I have various air tools and they seem to be ok, then I bought a 3" circular
metal high speed cutter and my compressor couldn't keep up. Every 10 seconds
I have to stop the saw and wait for the compressor to catch up, PITA.
I have a real 2 hp, 230V, 20 gal compressor rated at 7.7 CFM @ 90 PSI but
the cutter is only rated at 5 CFM @ 90 PSI. That doesn't make any sense.
the cutter is only rated at 5 CFM @ 90 PSI. That doesn't make any
Sounds like someone didn't put down the right specs. In my experience
air tools like drills and screwdrivers use from 8 to 10 cfm @90psi.
It's real simple. The air tool is rated at 1/10 duty cycle. :-)
As for how much air is enough well that depends on what you're
doing. There never seems to be enough air till you go really
overboard. To see my solution look on my home page below and look
under "portable air compressor".
"Frank" wrote in
Losses in the air motor. While rated at 5 cfm, that is probably under
absolute ideal conditions on a hand-built prototype saw.
Make sure you use a good air tool oil, like Blaster, which will help with
some of the losses. Generally, like a new auto motor, it takes a bit
before the air blades in the motor 'wear in' and once that has occurred,
it should reduce air consumption some.
I would suggest a bigger tank, 20 gal isn't much at all when you are
working with air tools.
What is the brand of your compressor? Does it include words such as
"peak HP" or "maximum developed HP" somewhere on it? Usually,
compressors are overrated, while air tools are underrated with respect
to CFM. An easy solution may be to look for a used 80 gallon air tank.
Some compressors have less efficient pumps than others.
I know that my 3 honest HP compressor is enough for all my air tools,
including air hammers, orbital sanders, and a blow gun.

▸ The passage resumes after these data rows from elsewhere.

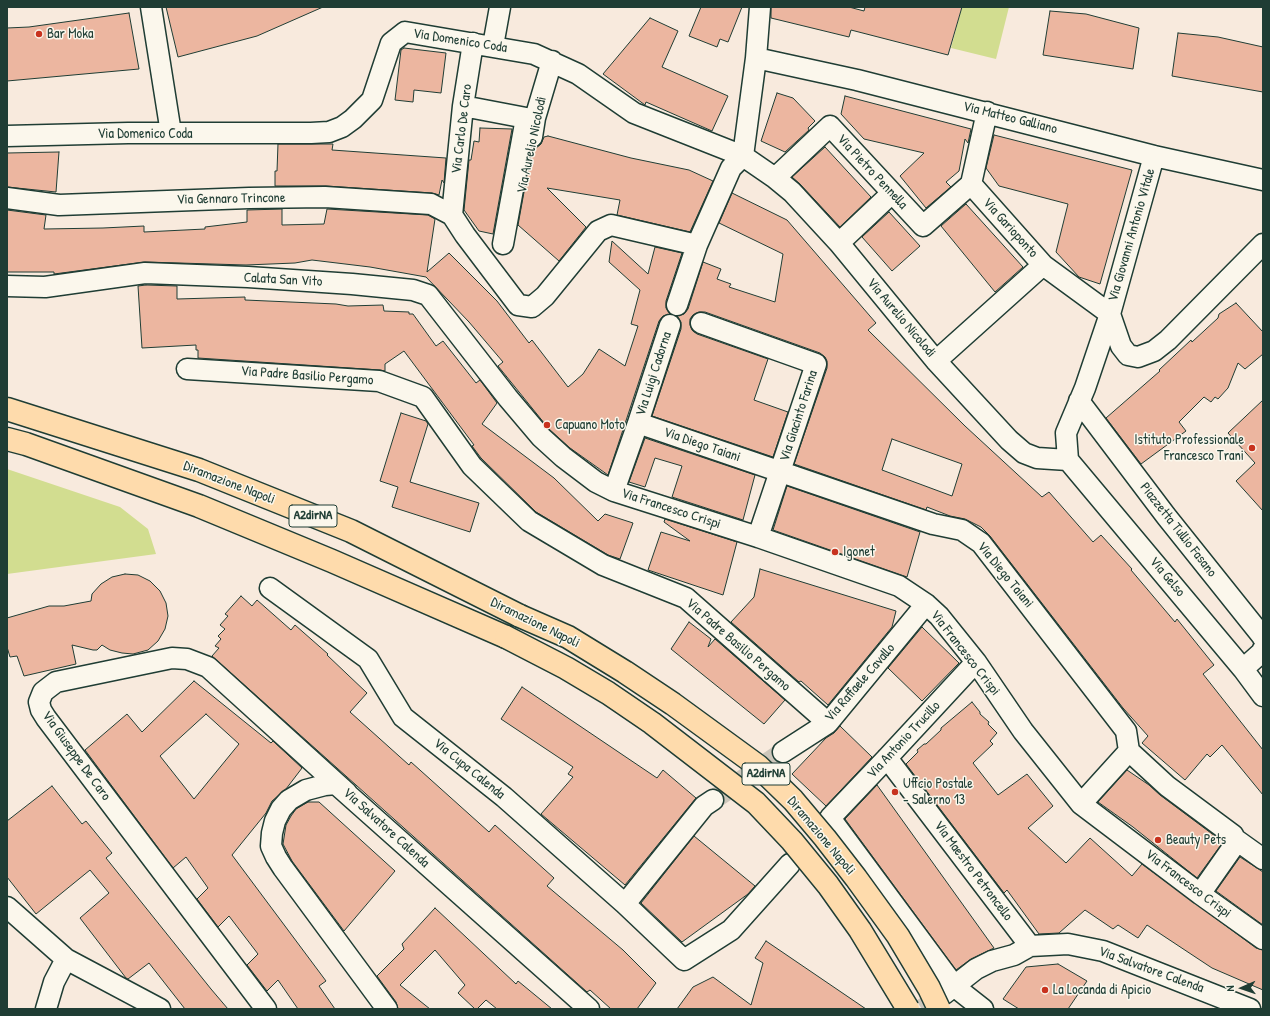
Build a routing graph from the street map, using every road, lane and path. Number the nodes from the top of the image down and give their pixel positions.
1 (151, 7) edge
2 (500, 7) edge
3 (760, 7) edge
4 (472, 43) junction
5 (493, 46) junction
6 (756, 58) junction
7 (552, 62) junction
8 (464, 106) junction
9 (987, 112) junction
10 (171, 133) junction
11 (7, 136) edge
12 (743, 156) junction
13 (1154, 156) junction
14 (775, 178) junction
15 (1263, 180) edge
16 (971, 184) junction
17 (892, 192) junction
18 (7, 198) edge
19 (452, 215) junction
20 (839, 243) junction
21 (1263, 244) edge
22 (697, 245) junction
23 (1043, 265) junction
24 (7, 286) edge
25 (677, 305) dead end
26 (1110, 314) junction
27 (702, 324) dead end
28 (670, 325) dead end
29 (936, 361) junction
30 (187, 369) dead end
31 (508, 398) joint
32 (1079, 401) junction
33 (7, 409) edge
34 (638, 423) junction
35 (7, 439) edge
36 (1068, 460) junction
37 (780, 472) junction
38 (614, 491) junction
39 (758, 537) junction
40 (270, 588) dead end
41 (926, 604) junction
42 (1263, 638) edge
43 (1263, 648) edge
44 (976, 662) junction
45 (1244, 669) junction
46 (1263, 696) edge
47 (828, 723) junction
48 (1129, 751) junction
49 (783, 752) tunnel mouth
50 (887, 758) junction
51 (347, 793) junction
52 (713, 800) tunnel mouth
53 (1081, 804) junction
54 (1235, 839) junction
55 (1263, 859) edge
56 (790, 864) dead end
57 (1200, 894) junction
58 (625, 904) junction
59 (7, 907) edge
60 (1263, 939) edge
61 (1030, 946) junction
62 (66, 959) junction
63 (946, 997) edge
64 (46, 1009) edge
65 (160, 1009) edge
66 (266, 1009) edge
67 (387, 1009) edge
68 (589, 1009) edge
69 (908, 1009) edge
70 (983, 1009) edge
71 (1250, 1009) edge

1 - 10 street
2 - 5 street
3 - 6 street
4 - 5 street, Via Domenico Coda
4 - 8 street, Via Carlo De Caro
4 - 10 street, Via Domenico Coda
5 - 7 street, Via Domenico Coda
6 - 9 street, Via Matteo Galliano
6 - 12 street
7 - 8 street, Via Aurelio Nicolodi
7 - 12 street, Via Domenico Coda
8 - 19 street, Via Carlo De Caro
9 - 13 street, Via Matteo Galliano
9 - 16 street
10 - 11 street, Via Domenico Coda
12 - 14 street, Via Aurelio Nicolodi
12 - 22 street
13 - 15 street, Via Matteo Galliano
13 - 26 street, Via Giovanni Antonio Vitale
14 - 17 street, Via Pietro Pennella
14 - 20 street, Via Aurelio Nicolodi
16 - 17 street, Via Pietro Pennella
16 - 23 street, Via Garioponto
17 - 20 street
18 - 19 street, Via Gennaro Trincone
19 - 22 street
20 - 29 street, Via Aurelio Nicolodi
21 - 26 street
22 - 25 street
23 - 26 street, Via Garioponto
23 - 29 street
24 - 31 street, Calata San Vito
26 - 32 street, Via Giovanni Antonio Vitale
27 - 37 street, Via Giacinto Farina
28 - 34 street, Via Luigi Cadorna
29 - 36 street, Via Aurelio Nicolodi
30 - 47 street, Via Padre Basilio Pergamo
31 - 38 street, Via Francesco Crispi
32 - 36 street, Via Giovanni Antonio Vitale
32 - 42 street, Piazzetta Tullio Fasano
33 - 63 highway, Diramazione Napoli / A2dirNA, bridge
34 - 37 street, Via Diego Taiani
34 - 38 street, Via Luigi Cadorna
35 - 69 highway, Diramazione Napoli / A2dirNA, bridge
36 - 45 street, Via Gelso
37 - 39 street, Via Giacinto Farina
37 - 48 street, Via Diego Taiani
38 - 39 street, Via Francesco Crispi
39 - 41 street, Via Francesco Crispi
40 - 58 street, Via Cupa Calenda
41 - 44 street, Via Francesco Crispi
41 - 47 street, Via Raffaele Cavallo
43 - 45 street
44 - 50 street, Via Antonio Trucillo
44 - 53 street, Via Francesco Crispi
45 - 46 street, Via Gelso
47 - 49 street, Via Raffaele Cavallo
48 - 53 street
48 - 54 street
50 - 61 street, Via Maestro Petroncello
50 - 63 street, Via Antonio Trucillo
51 - 66 street, Via Giuseppe De Caro
51 - 67 street, Via Salvatore Calenda
51 - 68 street, Via Salvatore Calenda
52 - 58 street
53 - 57 street, Via Francesco Crispi
54 - 55 street
54 - 57 street
56 - 58 street, Via Cupa Calenda
57 - 60 street, Via Francesco Crispi
59 - 62 street
61 - 63 street, Via Salvatore Calenda
61 - 71 street, Via Salvatore Calenda
62 - 64 street
62 - 65 street
63 - 70 street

A bigger tank will only delay the inevitable. Once you draw the air reserve
in the tank down to the point that the compressor kicks in, you're fighting
a losing battle if the compressor is not able to pump air faster than the
tool is consuming it.
Do you have 90 or less PSI on the cutter ? or 125 maybe...

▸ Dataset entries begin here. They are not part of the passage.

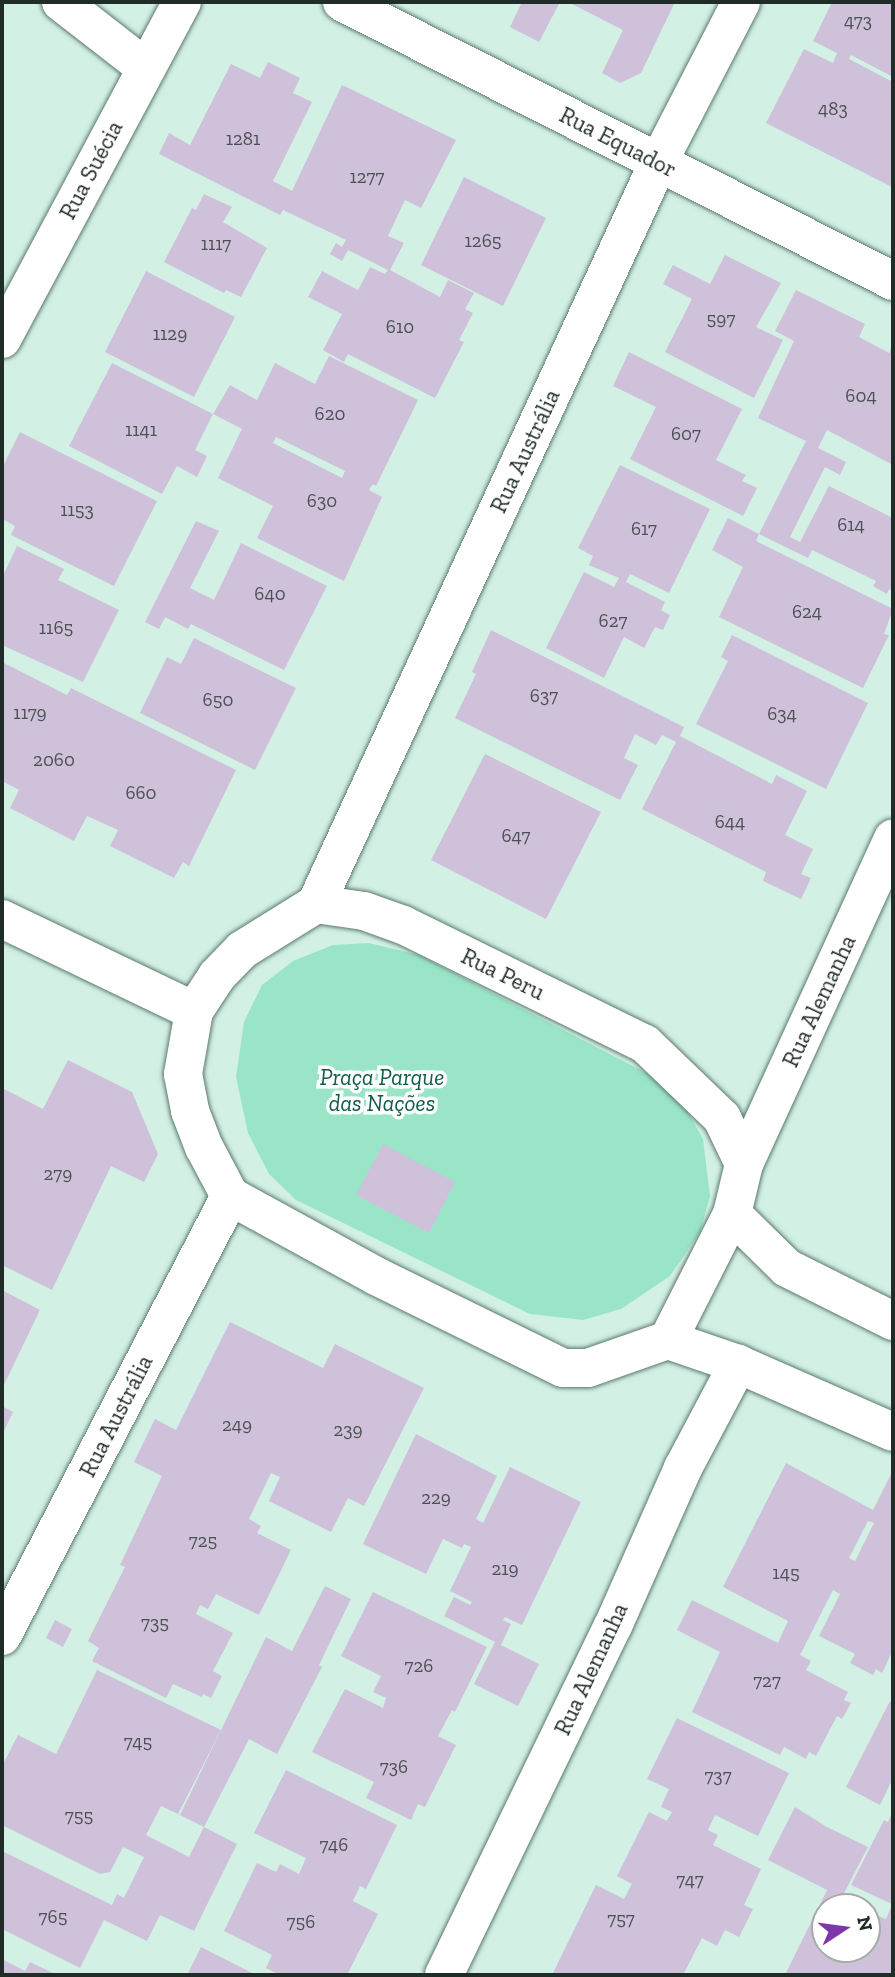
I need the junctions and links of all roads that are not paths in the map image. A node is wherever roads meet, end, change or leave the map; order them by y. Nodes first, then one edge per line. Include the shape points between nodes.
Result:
1 (61, 2) edge
2 (182, 2) edge
3 (342, 2) edge
4 (741, 2) edge
5 (146, 68) junction
6 (658, 163) junction
7 (893, 281) edge
8 (2, 339) edge
9 (893, 838) edge
10 (316, 904) junction
11 (2, 919) edge
12 (194, 1011) junction
13 (744, 1164) junction
14 (230, 1196) junction
15 (732, 1214) junction
16 (893, 1321) edge
17 (668, 1339) junction
18 (738, 1364) junction
19 (893, 1432) edge
20 (2, 1636) edge
21 (444, 1975) edge

1 - 5 street
2 - 5 street, Rua Suécia
3 - 6 street, Rua Equador
4 - 6 street, Rua Austrália
5 - 8 street, Rua Suécia
6 - 7 street, Rua Equador
6 - 10 street, Rua Austrália
9 - 13 street, Rua Alemanha
10 - 12 street via 242,950 217,976
10 - 13 street, Rua Peru via 364,911 403,925 645,1044 722,1118
11 - 12 street
12 - 14 street via 183,1074 190,1111
13 - 15 street
14 - 17 street via 376,1276 563,1367 597,1365
14 - 20 street, Rua Austrália
15 - 16 street via 787,1268
15 - 17 street
17 - 18 street
18 - 19 street
18 - 21 street, Rua Alemanha via 683,1468 613,1626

I can believe the tank falling from full to the low start compressor level -
beading off air through the tool.
The compressor should be able to just make it to full but I suspect a leak or
more pressure than 90...
@ home at Lions' Lair with our computer lionslair at consolidated dot net
NRA LOH, NRA Life
NRA Second Amendment Task Force Charter Founder
My bet is it is not really 5 CFM! Many manufacturers are rating their tools
at duty cycle, in other words maybe 25-30% of actual use. My bet is the tool
uses close to 15 CFM continuous.
A 2 HP compressor will not keep up with any air tool I am aware of! Trust me
I had one for years! I upgraded to a compressor that produces about 10 CFM
an it pretty much keeps up with all my tools. 15 CFM would be better, but I
don't work that hard any way!
"DeepDiver" wrote in
Yup, 100% agree, however, a larger tank will give you more run time
between tank refills, so you can get a bit more work done before the saw
Yes, but then you will also have to wait longer for the tank to come back up
to full pressure. The bottom line is that compressor capacity is much more
relevant than tank capacity when it comes to high-volume continuous
With that fairly decent compressor, you deserve a reasonable sized
tank, say 40 gal+ Otherwise the compressor could be compressing air
but not have anywhere to store it. The shop compressor we have is 208
v 3 ph 5+ hp sitting on a 200 gal tank, ~150 psi. Probably upwards of
30 CFM. Even with 2 people blasting away with die grinders
continuously, it only turns on for about 30 sec every 5 minutes. The
cut off tool like the one you describe does uses a fair bit of air
(more than the die grinders), but we have had 2 people with impact guns
simultaneously and it doesn't seem to need to catch ip.
Hmmm. That just triggered an idea. If the tool is rated at 90 PSI and
your compressor is supplying something significantly higher than that, a
regulator will give you significantly more run time. Perhaps not enough, but
more. I think I may try this myself.
11 CFM seems to usually be enough for most single user "garage" shops
in intermittent use. 7.7 CFM is not enough for most rotary air
tools. I doubt that your compressor delivers 7.7 CFM once it gets
hot, particularly if it is a single-stage unit. Further, with a
small tank you'll be delivering hotter air to the tool. Hotter air at
given pressure has less "poosh". Air tools are rated at cited
pressure and flow with supply air at standard temp, probably 20C or
so. Your air won't feel hot from a blowgun because it cools on
expansion. Some rotary air tools get quite cold in operation when
run from supply air at std temp.
A larger tank cools the air more between compression and delivery.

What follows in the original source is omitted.